Over time, diabetes can cause damage to your eyes and lead to diabetic eye disease. These conditions include diabetic retinopathy, diabetic macular edema, cataracts, and glaucoma. They can lead to eye damage or in more serious cases, blindness.

Diabetic Retinopathy

People who have diabetes or poor blood sugar are at risk for a condition called diabetic retinopathy. Diabetic retinopathy occurs when increased blood glucose causes tiny blood vessels in the retina to break, swell, leak, or grow abnormally. If the disease gets worse, some blood vessels close off, which causes new blood vessels to grow, or proliferate, on the surface of the retina. This can lead to serious vision problems.

Diabetic Macular Edema

The part of your retina that you need for reading, driving, and seeing faces is called the macula. Diabetes can lead to swelling in the macula, which is called diabetic macular edema. Over time, this disease can destroy the sharp vision in this part of the eye, leading to partial vision loss or blindness. Macular edema usually develops in people who already have other signs of diabetic retinopathy.

Glaucoma

Glaucoma is a group of eye diseases that damages the optic nerve by a build-up of fluid in the front part of the eye. Diabetes doubles the chances of having glaucoma, which can lead to vision loss and blindness if not treated early. According to Mayo Clinic, Glaucoma is one of the leading causes of blindness for people over the age of 60.

Cataracts

The lenses within our eyes are clear structures that help provide sharp vision—but they tend to become cloudy as we age. Also, if your blood sugar levels change quickly, it can affect the shape of your eye’s lens, causing blurry vision. Researchers believe that excess blood sugar from diabetes can cause cataracts. People with diabetes can develop cataracts at an earlier age than people without diabetes.
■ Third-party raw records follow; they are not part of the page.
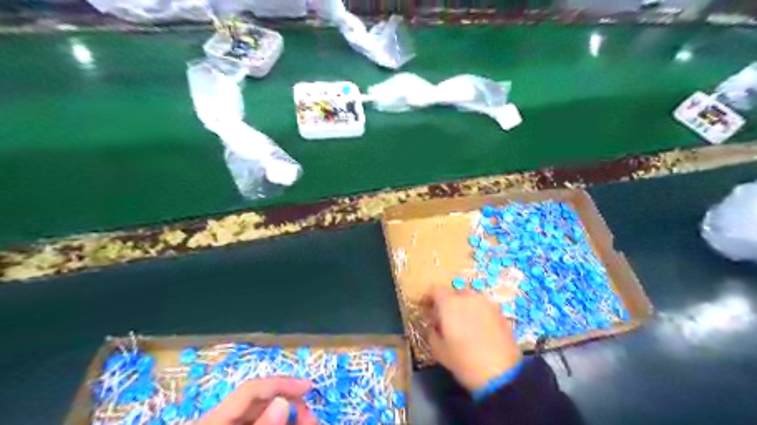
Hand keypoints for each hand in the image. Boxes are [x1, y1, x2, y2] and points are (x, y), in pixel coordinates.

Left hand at [195, 378, 315, 424]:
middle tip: (312, 416)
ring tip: (309, 421)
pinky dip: (279, 424)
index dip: (282, 383)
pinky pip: (258, 422)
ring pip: (263, 413)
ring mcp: (227, 423)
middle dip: (290, 403)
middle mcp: (221, 417)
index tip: (309, 386)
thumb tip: (284, 401)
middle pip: (261, 401)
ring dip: (289, 416)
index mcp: (215, 417)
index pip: (253, 388)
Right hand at [424, 286, 523, 391]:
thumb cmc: (464, 361)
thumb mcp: (438, 350)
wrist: (502, 374)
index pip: (435, 290)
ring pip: (471, 299)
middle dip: (448, 303)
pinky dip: (478, 314)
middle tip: (445, 319)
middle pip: (454, 293)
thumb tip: (434, 325)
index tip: (426, 308)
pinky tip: (478, 331)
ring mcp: (487, 303)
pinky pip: (484, 308)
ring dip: (464, 307)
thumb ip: (432, 332)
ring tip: (463, 324)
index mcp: (450, 303)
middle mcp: (468, 297)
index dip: (429, 298)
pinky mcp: (501, 313)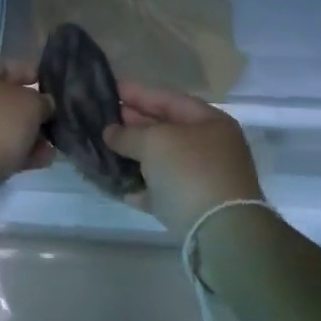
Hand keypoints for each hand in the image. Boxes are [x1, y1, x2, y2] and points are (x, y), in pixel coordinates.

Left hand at [0, 55, 54, 214]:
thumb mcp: (30, 105)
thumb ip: (41, 101)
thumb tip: (42, 105)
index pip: (6, 64)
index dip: (32, 75)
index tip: (53, 90)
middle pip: (0, 98)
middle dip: (29, 112)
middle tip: (52, 123)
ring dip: (23, 135)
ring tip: (50, 150)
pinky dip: (10, 151)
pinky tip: (38, 162)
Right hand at [103, 81, 262, 234]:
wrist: (220, 232)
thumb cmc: (190, 171)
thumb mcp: (154, 142)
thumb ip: (128, 133)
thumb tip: (110, 132)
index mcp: (209, 122)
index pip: (168, 98)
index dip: (137, 92)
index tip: (107, 89)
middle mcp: (209, 147)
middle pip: (164, 128)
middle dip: (131, 123)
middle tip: (99, 117)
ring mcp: (201, 178)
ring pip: (159, 160)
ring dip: (132, 154)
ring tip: (101, 147)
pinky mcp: (191, 207)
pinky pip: (158, 189)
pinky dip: (138, 185)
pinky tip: (114, 181)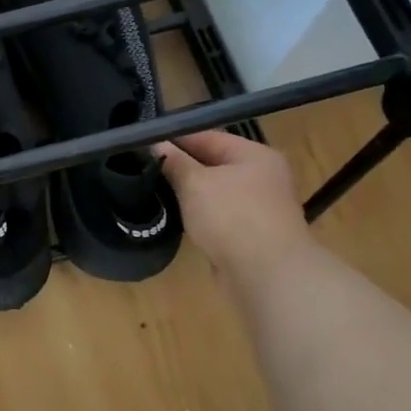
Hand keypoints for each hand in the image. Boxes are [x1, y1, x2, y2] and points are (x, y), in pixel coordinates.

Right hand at [153, 130, 310, 278]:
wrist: (267, 273)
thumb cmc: (232, 217)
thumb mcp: (195, 183)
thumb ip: (174, 162)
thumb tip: (157, 145)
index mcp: (254, 154)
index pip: (207, 136)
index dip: (175, 139)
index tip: (143, 145)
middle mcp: (262, 175)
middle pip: (213, 163)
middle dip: (181, 167)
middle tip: (144, 170)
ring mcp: (259, 206)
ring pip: (215, 191)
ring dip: (189, 193)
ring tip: (155, 193)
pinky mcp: (251, 232)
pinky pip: (219, 215)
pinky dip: (200, 215)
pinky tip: (178, 218)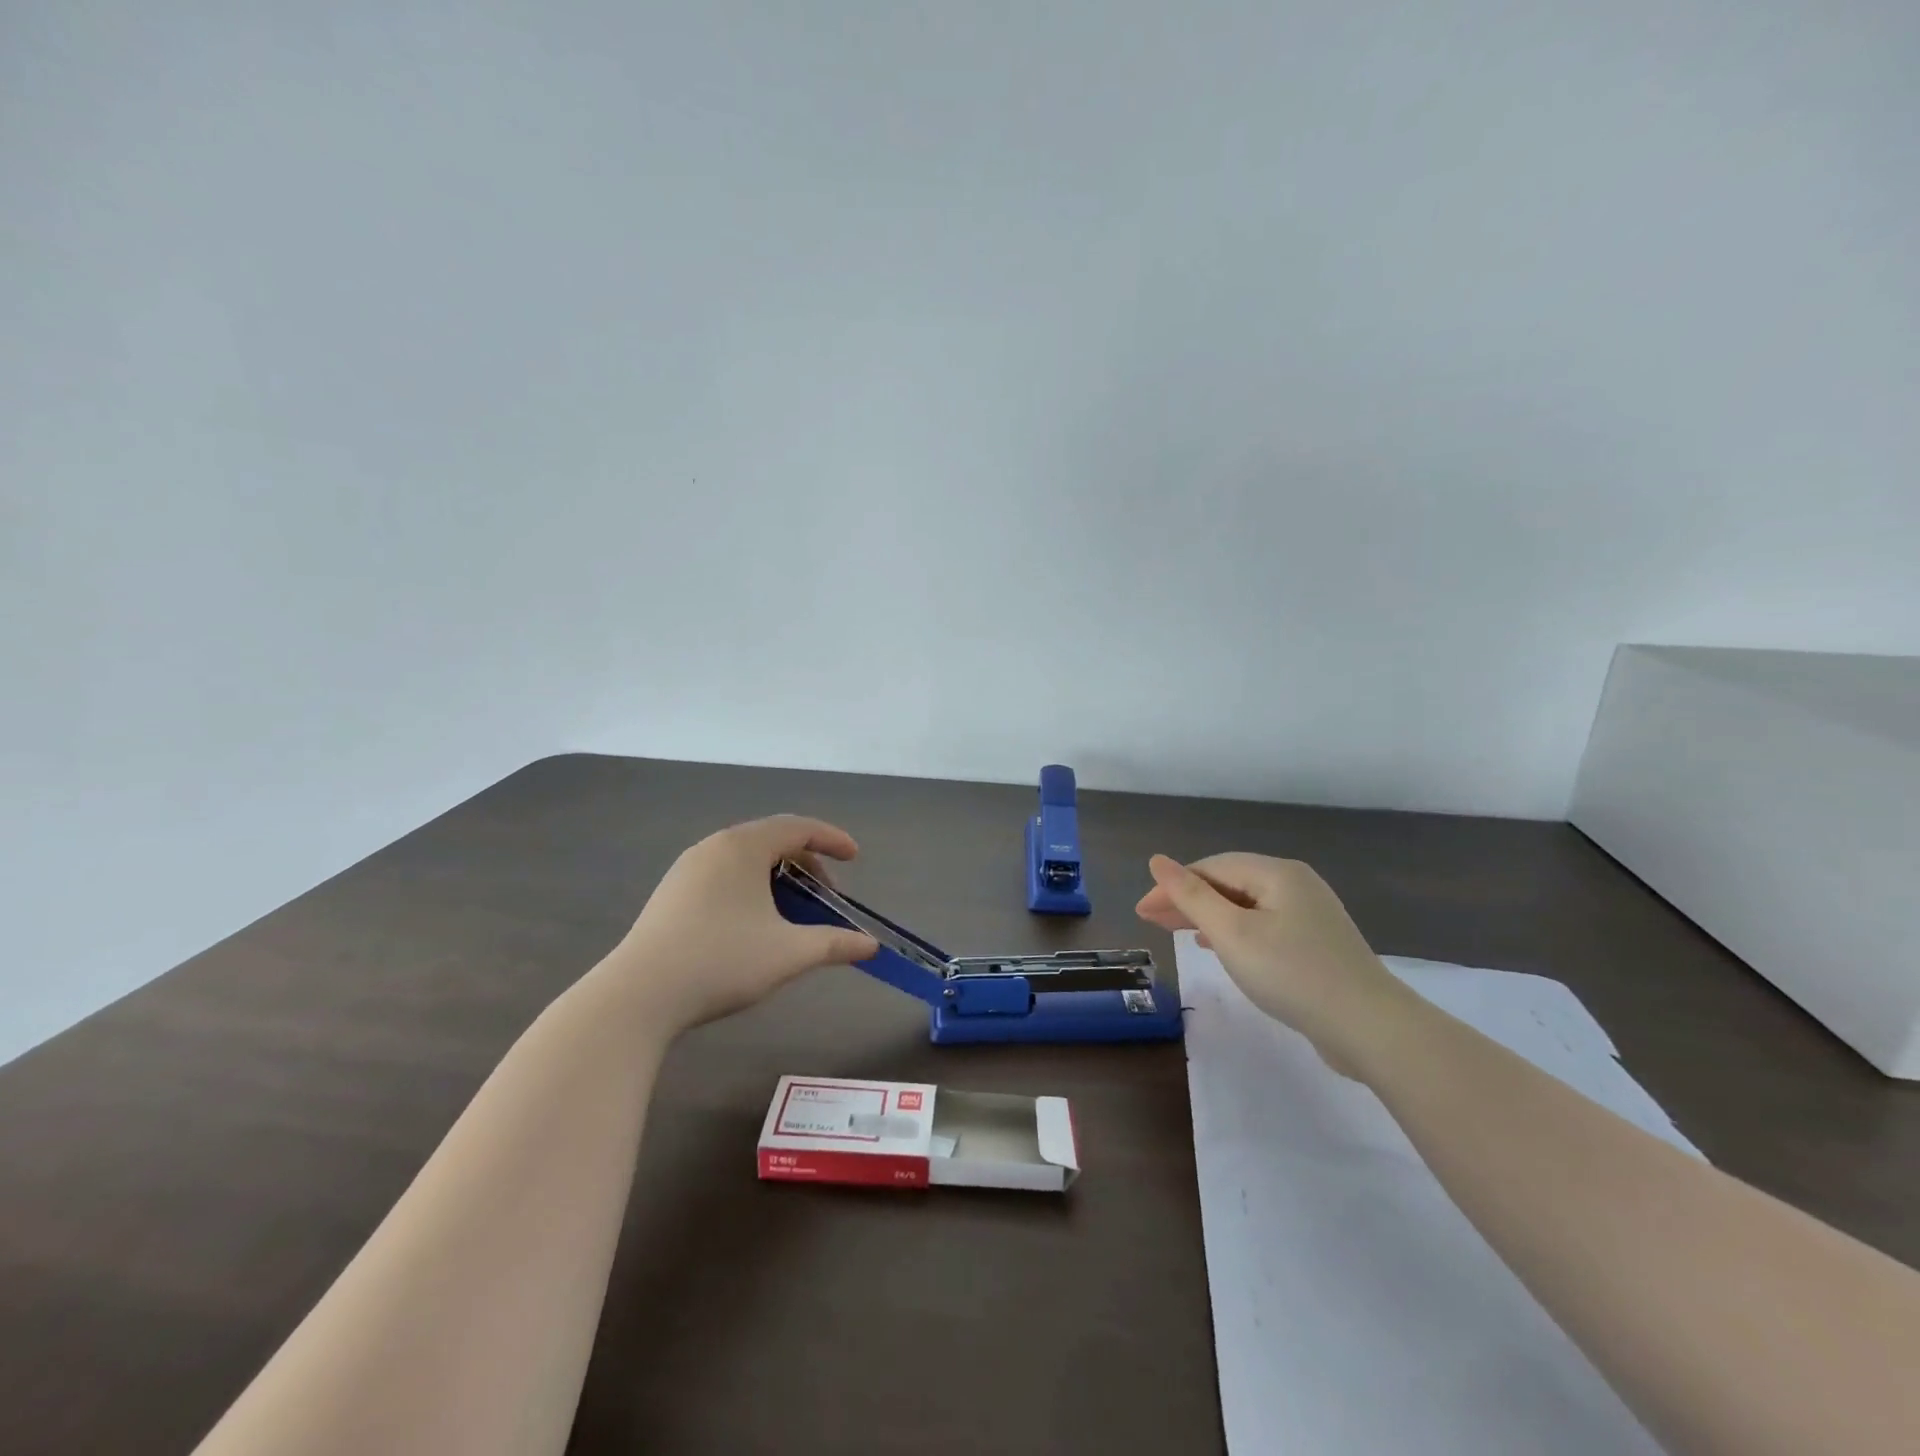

If you are enrolled in the vision plan, one comprehensive eye exam every year is covered at 100%, after a $10 copay. If there is a problem with your blood sugar, sometimes your eye doctor is the first person to detect an issue. It’s especially crucial for people with diabetes to get their eyes examined regularly, as they can develop more serious conditions without realizing the symptoms.